Romans 12:10 “Love one another with mutual affection; outdo one another in showing honor.”
I’ve been part of a lot of honoring lately. The Massachusetts Bible Society gives an award to seminary students (in Massachusetts) for Excellence in the Liturgical Reading of the Scriptures. With many seminaries in the area, the practical implication of the award is that as the school year draws to a close, I am dashing hither and yon to make the presentation at the awards ceremonies of the various schools. From the evangelicals at Gordon-Conwell to the Greek Orthodox at Holy Cross and everything in-between, I have witnessed the ways that people of faith honor each other.
Some ceremonies have been in services of worship. Some were standing around a food table in an informal crowd. Some were integrated into graduations, some had a time just for awards. Some had outside presenters like myself personally give the award, others had us wave from the crowd. Some hooted and hollered, some sat in silence with polite applause; some gave long descriptions of the recipient’s merits or the award’s criteria, others just read names. Some recipients were dressed in flowing robes, others in suits, others in jeans.
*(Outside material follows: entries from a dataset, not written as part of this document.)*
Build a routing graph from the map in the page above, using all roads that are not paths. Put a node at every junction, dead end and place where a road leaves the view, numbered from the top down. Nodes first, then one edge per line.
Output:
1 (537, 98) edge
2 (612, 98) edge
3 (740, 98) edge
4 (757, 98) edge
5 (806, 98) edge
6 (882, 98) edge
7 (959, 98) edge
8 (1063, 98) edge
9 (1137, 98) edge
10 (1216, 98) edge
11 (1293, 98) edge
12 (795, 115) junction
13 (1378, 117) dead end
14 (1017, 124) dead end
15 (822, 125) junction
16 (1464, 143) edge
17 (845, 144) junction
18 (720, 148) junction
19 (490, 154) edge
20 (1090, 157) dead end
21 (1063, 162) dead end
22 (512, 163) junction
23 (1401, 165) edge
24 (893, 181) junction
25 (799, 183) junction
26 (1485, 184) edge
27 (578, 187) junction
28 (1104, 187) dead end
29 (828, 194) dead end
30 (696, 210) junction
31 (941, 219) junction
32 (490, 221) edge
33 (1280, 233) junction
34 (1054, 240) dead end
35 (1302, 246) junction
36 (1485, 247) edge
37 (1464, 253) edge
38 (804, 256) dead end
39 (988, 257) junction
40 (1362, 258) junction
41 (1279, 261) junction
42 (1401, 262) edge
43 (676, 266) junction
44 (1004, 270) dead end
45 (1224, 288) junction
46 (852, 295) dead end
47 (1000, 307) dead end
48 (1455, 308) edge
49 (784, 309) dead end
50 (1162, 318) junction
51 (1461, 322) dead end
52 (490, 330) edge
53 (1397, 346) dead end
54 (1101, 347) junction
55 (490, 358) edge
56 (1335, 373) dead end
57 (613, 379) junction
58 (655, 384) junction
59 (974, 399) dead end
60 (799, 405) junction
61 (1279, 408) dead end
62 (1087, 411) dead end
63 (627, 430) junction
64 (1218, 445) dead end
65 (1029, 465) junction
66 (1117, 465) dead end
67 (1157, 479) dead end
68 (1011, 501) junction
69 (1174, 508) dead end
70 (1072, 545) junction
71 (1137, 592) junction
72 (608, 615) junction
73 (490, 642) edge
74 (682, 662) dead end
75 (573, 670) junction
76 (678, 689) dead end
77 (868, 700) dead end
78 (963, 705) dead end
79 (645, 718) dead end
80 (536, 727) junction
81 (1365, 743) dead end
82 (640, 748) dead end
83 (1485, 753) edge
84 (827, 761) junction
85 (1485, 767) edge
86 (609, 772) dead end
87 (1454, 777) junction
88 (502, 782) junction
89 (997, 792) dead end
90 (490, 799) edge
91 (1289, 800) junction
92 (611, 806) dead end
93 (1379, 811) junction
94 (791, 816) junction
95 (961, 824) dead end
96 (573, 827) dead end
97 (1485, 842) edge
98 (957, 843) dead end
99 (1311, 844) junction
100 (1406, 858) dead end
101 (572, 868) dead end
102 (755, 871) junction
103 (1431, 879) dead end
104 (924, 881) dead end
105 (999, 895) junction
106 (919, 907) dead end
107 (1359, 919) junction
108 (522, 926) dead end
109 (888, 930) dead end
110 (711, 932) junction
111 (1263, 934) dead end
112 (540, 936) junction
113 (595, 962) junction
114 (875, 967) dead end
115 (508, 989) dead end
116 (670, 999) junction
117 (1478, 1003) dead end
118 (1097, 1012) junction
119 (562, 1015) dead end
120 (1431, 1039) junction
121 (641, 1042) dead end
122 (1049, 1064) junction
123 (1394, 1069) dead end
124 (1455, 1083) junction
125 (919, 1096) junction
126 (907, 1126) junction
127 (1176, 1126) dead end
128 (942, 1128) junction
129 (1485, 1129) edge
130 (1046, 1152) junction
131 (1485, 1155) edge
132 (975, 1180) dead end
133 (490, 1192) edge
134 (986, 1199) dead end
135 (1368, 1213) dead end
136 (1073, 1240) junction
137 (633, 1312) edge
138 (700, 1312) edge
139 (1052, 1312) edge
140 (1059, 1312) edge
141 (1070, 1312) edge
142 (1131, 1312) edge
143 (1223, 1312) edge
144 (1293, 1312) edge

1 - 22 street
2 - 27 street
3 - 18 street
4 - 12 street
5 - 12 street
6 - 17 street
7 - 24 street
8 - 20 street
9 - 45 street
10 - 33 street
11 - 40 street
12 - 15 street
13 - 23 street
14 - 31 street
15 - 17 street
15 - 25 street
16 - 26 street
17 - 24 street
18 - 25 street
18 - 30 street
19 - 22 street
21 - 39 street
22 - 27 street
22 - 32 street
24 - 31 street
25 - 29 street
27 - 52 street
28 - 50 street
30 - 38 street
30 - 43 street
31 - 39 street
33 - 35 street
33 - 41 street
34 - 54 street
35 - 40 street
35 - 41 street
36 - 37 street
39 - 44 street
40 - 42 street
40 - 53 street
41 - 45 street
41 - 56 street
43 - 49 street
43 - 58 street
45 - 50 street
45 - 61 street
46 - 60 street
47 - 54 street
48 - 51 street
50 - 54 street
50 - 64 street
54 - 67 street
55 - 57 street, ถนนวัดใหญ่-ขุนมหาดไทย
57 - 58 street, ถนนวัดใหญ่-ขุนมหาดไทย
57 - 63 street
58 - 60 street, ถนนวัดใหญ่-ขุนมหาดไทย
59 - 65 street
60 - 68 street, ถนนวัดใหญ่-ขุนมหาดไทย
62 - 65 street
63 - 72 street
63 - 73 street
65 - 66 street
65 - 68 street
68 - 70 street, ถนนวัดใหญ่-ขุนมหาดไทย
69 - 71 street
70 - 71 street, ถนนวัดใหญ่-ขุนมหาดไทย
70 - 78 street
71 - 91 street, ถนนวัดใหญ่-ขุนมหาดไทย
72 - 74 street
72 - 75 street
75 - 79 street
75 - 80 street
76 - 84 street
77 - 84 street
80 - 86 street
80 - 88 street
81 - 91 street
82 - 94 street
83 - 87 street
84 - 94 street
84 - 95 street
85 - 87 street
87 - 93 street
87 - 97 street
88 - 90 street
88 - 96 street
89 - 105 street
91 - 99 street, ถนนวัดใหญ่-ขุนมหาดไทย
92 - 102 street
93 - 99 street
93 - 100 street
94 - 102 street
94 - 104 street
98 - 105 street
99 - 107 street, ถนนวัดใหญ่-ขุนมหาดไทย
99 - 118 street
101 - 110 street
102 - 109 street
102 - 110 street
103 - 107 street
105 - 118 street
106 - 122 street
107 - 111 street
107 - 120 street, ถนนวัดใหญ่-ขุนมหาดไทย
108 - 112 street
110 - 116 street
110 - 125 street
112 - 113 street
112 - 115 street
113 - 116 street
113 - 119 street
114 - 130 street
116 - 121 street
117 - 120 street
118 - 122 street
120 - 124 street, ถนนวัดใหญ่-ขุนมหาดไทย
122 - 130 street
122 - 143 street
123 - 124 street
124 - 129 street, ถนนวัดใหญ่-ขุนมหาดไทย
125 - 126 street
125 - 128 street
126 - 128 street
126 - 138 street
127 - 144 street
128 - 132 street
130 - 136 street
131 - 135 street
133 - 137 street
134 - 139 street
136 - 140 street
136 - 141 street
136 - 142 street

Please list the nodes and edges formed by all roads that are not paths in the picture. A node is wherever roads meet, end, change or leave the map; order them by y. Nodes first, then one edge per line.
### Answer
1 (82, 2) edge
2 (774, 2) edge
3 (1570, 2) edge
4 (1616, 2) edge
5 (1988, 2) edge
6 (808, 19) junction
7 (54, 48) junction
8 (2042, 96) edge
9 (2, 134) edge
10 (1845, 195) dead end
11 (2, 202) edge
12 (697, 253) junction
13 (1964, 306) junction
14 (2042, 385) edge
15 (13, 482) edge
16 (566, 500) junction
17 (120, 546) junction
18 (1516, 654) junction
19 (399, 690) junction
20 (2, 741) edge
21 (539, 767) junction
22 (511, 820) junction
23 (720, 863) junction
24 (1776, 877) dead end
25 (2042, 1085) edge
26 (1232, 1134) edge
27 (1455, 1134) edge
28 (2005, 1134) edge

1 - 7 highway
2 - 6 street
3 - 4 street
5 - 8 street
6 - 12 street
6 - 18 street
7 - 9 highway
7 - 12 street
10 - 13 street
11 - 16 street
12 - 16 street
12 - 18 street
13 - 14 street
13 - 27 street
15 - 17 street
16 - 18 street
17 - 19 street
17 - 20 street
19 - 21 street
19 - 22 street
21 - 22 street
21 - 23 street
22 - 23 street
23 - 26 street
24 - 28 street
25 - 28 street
In all of it, I found myself trying to figure out how to make my own presentation in a way that would honor the recipient in a given setting. But I also noticed that style wasn’t the only part of honor. Perhaps a larger part was presence. In several cases it seemed to make an honest-to-goodness difference that I showed up in person to present the award. When those schools said that they were honored that I came, they meant it. Recognizing that took a little bit of the pressure off trying to get the presentation style right. I showed up, and it mattered.
All of that is to say that I don’t believe that Paul would have us be too worried about the particular things we say and do in giving honor to each other. Of course most of us have read about public gaffes where someone failed to understand a cultural difference and ended up heaping insult instead of honor on another person, group, or nation. But what my recent experiences have taught me is that across all those dividing lines, there is a common thread of presence. When we sit down and share a meal; when we attend the event that bores us silly but is important to someone else; when we go to the wedding or funeral or sit by the side of someone who is hurting, we are giving honor.
That’s what Jesus did, precisely for those that the culture said were not worthy of honor—the sinners, the Gentiles, the tax collectors, the poor, the lepers. And that’s what Paul echoes as he calls for us to outdo one another in showing honor. Don’t just get the customs right. Show up. Be present, and the Spirit of God will do the rest.
Thank you, God, for showing up—for being with us and making us worthy of honor. Amen.